Страшные люди | страница 14



Ни слова не сказал, — но я видел по его глазам, что он чувствует.

Подвели коней…

В моей памяти до сих пор эти всадники… Они становились всё меньше и меньше, точно таяли вдали… А серебро с чернью струилось всё так же к берегу, и старые мрачные башни высились в белом царстве лунного света…

VIII

Я не стану вспоминать о переполохе, который поднялся утром в крепости.

Помню только, что отец прискакал домой и, швырнув повод денщику, крикнул, ещё не слезая с седла.

— А Сулейман бежал.

— Ну? — крикнула мать.

— Да, представь. Решётки нет; висит шёлковая верёвка. Вот и весь след.

— Бедный часовой.

— Ничего не бедный. Никто не в ответе. Разве можно было его видеть.

— Тогда, пожалуй, слава Богу.

— Вот он задаст нам ещё «слава Богу».

Отец сейчас же засел писать рапорт в Тифлис.

— Всё-таки неприятно. Ты чего такой красный?

Это относилось ко мне.

Хорошему раку, только что вытащенному из кипятка, совсем не зачем было бы завидовать мне.

— Радуешься, что твой герой ушёл? А всё-таки в Тифлисе скажут, что мы здесь не бережём казённого интереса. Лодыри! служить не умеем. Положим, наместник знает меня… Одного не понимаю, каким образом могла попасть к Сулейману пила и верёвка. Ведь не мой же лоботряс передал ему…

Если бы он в эту минуту попристальнее взглянул на «своего лоботряса», может быть, вера в мою невинность у него поколебалась. Я почувствовал себя неловко и ушёл из комнаты во дворик, там запустил камнем в чужую кошку, кравшуюся по нашему балкону за пичужкой, беззаботно распевавшей в карагаче, ветви которого спускались на самый балкон.

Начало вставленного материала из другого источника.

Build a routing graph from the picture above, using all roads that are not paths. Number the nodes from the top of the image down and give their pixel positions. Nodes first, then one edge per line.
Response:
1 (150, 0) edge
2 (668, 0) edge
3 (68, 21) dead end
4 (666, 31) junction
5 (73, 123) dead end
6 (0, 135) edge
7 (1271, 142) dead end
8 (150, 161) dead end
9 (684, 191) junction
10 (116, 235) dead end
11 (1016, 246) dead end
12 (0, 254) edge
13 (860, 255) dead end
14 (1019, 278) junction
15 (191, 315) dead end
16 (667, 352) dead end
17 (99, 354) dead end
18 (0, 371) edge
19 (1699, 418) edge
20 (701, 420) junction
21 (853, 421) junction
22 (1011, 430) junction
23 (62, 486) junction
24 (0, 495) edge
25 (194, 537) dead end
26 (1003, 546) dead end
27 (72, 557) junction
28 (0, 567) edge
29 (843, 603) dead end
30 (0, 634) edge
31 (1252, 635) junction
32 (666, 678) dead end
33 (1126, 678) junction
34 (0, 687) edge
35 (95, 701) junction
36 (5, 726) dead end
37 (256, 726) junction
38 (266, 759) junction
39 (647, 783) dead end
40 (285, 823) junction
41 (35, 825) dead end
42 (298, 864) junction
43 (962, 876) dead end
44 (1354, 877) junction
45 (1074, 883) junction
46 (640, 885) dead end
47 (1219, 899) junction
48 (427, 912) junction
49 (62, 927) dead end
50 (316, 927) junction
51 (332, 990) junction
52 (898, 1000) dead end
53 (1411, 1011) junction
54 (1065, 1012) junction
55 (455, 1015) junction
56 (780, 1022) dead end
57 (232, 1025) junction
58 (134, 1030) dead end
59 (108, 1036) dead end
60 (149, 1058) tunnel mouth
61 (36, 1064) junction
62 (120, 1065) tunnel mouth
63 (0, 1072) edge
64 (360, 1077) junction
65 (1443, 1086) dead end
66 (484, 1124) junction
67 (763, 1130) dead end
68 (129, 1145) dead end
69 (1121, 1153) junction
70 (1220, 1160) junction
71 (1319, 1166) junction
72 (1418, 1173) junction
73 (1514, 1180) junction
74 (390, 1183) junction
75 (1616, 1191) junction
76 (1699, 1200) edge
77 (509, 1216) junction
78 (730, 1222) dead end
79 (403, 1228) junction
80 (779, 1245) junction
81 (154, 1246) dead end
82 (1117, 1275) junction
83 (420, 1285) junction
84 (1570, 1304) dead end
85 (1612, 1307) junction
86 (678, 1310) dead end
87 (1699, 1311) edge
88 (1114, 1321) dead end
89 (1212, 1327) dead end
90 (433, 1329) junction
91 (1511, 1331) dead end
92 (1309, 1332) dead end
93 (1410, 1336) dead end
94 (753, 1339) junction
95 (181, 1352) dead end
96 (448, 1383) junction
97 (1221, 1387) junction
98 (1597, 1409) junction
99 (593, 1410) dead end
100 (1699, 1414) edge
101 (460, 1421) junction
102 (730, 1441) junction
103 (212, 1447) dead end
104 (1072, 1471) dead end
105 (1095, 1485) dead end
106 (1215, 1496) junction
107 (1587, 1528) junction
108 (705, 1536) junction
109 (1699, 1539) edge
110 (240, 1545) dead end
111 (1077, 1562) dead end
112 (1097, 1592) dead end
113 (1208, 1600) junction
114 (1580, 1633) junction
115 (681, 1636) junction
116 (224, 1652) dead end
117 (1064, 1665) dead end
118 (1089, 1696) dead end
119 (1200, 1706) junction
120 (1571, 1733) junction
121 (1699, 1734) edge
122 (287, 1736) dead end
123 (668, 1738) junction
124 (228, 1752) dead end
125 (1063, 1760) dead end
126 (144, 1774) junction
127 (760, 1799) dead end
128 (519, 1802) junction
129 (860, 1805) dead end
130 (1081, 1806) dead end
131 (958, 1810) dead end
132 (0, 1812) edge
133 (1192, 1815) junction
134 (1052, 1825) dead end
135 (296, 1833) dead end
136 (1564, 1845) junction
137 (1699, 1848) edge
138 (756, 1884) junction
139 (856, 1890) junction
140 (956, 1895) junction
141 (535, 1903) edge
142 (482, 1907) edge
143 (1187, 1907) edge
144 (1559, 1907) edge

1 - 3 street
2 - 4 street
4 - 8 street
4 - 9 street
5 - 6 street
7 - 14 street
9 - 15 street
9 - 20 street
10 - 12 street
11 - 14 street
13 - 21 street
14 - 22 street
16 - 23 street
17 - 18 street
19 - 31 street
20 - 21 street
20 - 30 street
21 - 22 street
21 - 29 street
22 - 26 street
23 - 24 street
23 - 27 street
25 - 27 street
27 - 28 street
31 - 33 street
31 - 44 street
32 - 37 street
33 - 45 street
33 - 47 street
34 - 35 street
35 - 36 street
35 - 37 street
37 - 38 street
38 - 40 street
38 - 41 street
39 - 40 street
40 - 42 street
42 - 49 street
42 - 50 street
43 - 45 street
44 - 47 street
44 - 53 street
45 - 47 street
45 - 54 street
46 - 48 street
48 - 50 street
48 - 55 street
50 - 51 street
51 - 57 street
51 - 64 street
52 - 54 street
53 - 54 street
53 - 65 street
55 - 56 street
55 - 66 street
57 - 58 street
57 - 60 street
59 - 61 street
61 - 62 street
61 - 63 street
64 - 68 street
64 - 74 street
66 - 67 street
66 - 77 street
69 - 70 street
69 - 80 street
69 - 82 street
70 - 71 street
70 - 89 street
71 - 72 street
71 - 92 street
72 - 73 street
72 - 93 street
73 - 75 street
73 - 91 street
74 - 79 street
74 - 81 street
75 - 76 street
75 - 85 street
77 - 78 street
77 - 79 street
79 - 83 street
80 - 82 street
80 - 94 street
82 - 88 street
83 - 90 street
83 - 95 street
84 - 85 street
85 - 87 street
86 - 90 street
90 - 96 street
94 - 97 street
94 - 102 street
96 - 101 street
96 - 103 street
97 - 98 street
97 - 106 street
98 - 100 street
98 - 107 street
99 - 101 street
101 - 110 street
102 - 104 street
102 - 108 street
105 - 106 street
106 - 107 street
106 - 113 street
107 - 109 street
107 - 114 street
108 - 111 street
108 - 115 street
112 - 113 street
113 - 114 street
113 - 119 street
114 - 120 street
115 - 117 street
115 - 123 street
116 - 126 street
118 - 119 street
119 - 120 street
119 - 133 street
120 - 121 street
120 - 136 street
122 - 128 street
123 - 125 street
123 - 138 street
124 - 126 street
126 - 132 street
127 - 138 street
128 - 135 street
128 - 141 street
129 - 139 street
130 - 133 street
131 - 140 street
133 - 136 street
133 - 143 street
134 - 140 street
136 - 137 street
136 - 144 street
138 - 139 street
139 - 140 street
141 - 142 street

— Ты знаешь, — встретили меня приятели-татарчата на улице, — Сулейман бежал!

— Ещё бы мне не знать!

Так и хотелось целому миру крикнуть: ведь я именно и устроил это.

Ходил я целый день гоголем и всех поражал таинственностью.

Приятели-татарчата даже попробовали было побить меня за неё, но первый же опыт их в этом роде совсем не удался. Я был очень силён и решителен, и помню, все эти Махмудки и Абдулки разбежались от меня горошком и только издали вступили в мирные переговоры.

— Разве так следует?

— А то как?

— Ты что же это в животы кулаком тычешь?

— Мне разбирать некогда. Вас четверо, а я один.

— Давай сначала.

— Суньтесь-ка.

И, наклонясь, я поднял камень.

Они рассыпались ещё дальше.

— Значит, сегодня ты играть с нами не будешь?

В самом деле, — ну разве я, освободитель Сулеймана, мог играть с какими-то ребятами… Я в одну эту ночь вырос и возмужал. И у детей бывают такие моменты, когда кажется, что на них смотрят сорок столетий с египетских пирамид.